Problem requirements
Please write out each entry below exactly as it appears.

(Saved data entries)
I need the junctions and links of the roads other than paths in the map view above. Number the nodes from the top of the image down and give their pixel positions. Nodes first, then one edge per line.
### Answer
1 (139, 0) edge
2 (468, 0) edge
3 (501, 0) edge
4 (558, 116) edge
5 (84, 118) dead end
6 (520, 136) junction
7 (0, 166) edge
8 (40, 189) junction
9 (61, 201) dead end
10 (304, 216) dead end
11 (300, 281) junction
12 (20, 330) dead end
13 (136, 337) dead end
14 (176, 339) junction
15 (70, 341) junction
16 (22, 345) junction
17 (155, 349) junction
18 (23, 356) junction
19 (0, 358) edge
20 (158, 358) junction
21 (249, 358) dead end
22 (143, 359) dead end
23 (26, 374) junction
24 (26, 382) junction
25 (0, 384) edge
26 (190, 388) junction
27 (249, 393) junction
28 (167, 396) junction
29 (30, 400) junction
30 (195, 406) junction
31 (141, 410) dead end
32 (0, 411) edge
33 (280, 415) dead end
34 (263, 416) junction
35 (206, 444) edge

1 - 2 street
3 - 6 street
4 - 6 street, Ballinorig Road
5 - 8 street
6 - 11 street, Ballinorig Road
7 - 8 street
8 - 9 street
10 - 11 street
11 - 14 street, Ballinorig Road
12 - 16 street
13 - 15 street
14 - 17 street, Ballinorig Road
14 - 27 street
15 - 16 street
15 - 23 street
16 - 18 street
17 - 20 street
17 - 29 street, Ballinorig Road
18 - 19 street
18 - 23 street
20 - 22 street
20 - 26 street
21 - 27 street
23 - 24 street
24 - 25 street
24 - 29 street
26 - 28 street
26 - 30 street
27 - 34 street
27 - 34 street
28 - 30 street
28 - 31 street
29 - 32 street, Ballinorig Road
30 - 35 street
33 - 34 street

Solution to this exercise
I need the junctions and links of the roads other than paths in the map view above. Number the nodes from the top of the image down and give their pixel positions. Nodes first, then one edge per line.
### Answer
1 (139, 0) edge
2 (468, 0) edge
3 (501, 0) edge
4 (558, 116) edge
5 (84, 118) dead end
6 (520, 136) junction
7 (0, 166) edge
8 (40, 189) junction
9 (61, 201) dead end
10 (304, 216) dead end
11 (300, 281) junction
12 (20, 330) dead end
13 (136, 337) dead end
14 (176, 339) junction
15 (70, 341) junction
16 (22, 345) junction
17 (155, 349) junction
18 (23, 356) junction
19 (0, 358) edge
20 (158, 358) junction
21 (249, 358) dead end
22 (143, 359) dead end
23 (26, 374) junction
24 (26, 382) junction
25 (0, 384) edge
26 (190, 388) junction
27 (249, 393) junction
28 (167, 396) junction
29 (30, 400) junction
30 (195, 406) junction
31 (141, 410) dead end
32 (0, 411) edge
33 (280, 415) dead end
34 (263, 416) junction
35 (206, 444) edge

1 - 2 street
3 - 6 street
4 - 6 street, Ballinorig Road
5 - 8 street
6 - 11 street, Ballinorig Road
7 - 8 street
8 - 9 street
10 - 11 street
11 - 14 street, Ballinorig Road
12 - 16 street
13 - 15 street
14 - 17 street, Ballinorig Road
14 - 27 street
15 - 16 street
15 - 23 street
16 - 18 street
17 - 20 street
17 - 29 street, Ballinorig Road
18 - 19 street
18 - 23 street
20 - 22 street
20 - 26 street
21 - 27 street
23 - 24 street
24 - 25 street
24 - 29 street
26 - 28 street
26 - 30 street
27 - 34 street
27 - 34 street
28 - 30 street
28 - 31 street
29 - 32 street, Ballinorig Road
30 - 35 street
33 - 34 street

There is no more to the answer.